Extract all lines in the data that contain the word "dead".

Stored items
+-------+
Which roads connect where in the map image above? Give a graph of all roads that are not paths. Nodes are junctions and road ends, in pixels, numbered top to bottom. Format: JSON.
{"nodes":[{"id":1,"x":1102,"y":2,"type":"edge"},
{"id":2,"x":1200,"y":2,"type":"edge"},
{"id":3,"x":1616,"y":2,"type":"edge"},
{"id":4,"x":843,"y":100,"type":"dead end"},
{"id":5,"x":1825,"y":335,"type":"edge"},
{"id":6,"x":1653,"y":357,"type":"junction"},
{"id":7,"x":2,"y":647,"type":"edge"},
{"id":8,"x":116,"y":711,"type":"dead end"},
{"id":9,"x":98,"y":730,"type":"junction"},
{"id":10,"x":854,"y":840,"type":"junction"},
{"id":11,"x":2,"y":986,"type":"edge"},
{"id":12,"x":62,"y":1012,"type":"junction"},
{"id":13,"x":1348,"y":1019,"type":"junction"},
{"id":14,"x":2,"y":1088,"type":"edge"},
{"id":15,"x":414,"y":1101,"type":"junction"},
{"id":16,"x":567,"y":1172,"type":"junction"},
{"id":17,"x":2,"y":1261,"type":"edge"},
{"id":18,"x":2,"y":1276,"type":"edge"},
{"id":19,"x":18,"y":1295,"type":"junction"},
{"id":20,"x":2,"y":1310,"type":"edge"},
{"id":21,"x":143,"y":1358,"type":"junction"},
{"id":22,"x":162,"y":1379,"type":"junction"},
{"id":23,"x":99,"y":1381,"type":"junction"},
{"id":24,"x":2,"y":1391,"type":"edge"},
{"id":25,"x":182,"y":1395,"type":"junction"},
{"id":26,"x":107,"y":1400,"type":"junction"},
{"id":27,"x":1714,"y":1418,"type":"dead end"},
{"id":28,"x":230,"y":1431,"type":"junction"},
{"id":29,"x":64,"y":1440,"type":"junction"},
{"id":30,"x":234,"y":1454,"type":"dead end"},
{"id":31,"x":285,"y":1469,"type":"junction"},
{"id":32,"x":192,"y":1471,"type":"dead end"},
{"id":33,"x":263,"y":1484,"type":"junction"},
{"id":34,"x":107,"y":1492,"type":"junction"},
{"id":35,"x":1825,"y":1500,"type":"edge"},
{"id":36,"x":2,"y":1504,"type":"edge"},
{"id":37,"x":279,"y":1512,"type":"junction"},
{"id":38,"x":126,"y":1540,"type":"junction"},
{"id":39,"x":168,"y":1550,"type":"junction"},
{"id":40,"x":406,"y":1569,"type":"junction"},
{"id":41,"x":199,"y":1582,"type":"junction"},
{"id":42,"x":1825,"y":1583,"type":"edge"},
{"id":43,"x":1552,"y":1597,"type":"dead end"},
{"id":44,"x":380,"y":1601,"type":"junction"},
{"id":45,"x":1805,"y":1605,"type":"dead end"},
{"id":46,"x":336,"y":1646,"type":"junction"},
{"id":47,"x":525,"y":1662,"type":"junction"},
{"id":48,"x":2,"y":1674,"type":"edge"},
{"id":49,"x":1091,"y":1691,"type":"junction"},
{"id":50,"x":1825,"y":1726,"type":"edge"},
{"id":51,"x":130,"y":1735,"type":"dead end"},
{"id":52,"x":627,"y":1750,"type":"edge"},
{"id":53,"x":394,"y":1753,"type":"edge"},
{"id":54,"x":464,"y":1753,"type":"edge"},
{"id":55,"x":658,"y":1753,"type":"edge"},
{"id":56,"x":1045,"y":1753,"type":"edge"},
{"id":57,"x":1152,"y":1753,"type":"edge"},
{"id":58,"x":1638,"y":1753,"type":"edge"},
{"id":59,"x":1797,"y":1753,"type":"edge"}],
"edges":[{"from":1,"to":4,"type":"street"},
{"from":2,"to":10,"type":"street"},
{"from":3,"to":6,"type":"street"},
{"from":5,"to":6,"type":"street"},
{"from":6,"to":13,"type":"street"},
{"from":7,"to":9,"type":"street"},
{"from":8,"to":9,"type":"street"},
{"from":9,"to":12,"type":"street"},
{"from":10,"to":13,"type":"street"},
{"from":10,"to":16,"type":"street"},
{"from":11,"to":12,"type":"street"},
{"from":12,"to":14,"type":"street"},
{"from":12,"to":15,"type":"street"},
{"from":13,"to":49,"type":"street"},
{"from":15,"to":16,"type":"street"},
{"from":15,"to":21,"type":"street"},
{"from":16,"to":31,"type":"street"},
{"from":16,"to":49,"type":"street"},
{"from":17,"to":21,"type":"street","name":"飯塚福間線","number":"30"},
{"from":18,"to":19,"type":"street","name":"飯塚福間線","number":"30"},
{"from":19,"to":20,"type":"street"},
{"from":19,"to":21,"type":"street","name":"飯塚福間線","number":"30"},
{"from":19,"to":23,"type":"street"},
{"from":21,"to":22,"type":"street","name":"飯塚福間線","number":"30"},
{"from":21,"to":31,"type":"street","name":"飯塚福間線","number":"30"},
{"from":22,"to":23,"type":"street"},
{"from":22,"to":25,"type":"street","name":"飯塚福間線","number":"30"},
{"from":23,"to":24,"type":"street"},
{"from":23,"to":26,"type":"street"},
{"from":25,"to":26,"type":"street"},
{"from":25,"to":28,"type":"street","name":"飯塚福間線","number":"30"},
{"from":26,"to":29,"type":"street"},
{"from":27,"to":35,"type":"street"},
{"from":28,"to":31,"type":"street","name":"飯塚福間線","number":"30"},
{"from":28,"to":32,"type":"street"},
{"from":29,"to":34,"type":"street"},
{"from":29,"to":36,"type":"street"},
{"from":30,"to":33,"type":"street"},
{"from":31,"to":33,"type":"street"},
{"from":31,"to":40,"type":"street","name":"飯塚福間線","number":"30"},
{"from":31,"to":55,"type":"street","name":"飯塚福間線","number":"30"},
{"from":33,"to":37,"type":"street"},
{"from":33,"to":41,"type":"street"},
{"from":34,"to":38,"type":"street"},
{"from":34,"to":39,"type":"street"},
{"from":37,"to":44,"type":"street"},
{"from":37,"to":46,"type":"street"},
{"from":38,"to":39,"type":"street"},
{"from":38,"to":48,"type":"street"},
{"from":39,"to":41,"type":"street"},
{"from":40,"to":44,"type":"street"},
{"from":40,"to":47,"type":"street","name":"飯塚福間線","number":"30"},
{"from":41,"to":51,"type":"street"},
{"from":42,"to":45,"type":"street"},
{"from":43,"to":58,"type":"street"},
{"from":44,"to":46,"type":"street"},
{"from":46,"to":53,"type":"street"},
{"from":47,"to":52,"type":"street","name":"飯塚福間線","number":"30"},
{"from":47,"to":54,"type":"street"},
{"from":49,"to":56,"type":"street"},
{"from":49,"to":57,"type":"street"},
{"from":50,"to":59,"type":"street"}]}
+-------+
→ **Task result**:
{"id":4,"x":843,"y":100,"type":"dead end"},
{"id":8,"x":116,"y":711,"type":"dead end"},
{"id":27,"x":1714,"y":1418,"type":"dead end"},
{"id":30,"x":234,"y":1454,"type":"dead end"},
{"id":32,"x":192,"y":1471,"type":"dead end"},
{"id":43,"x":1552,"y":1597,"type":"dead end"},
{"id":45,"x":1805,"y":1605,"type":"dead end"},
{"id":51,"x":130,"y":1735,"type":"dead end"},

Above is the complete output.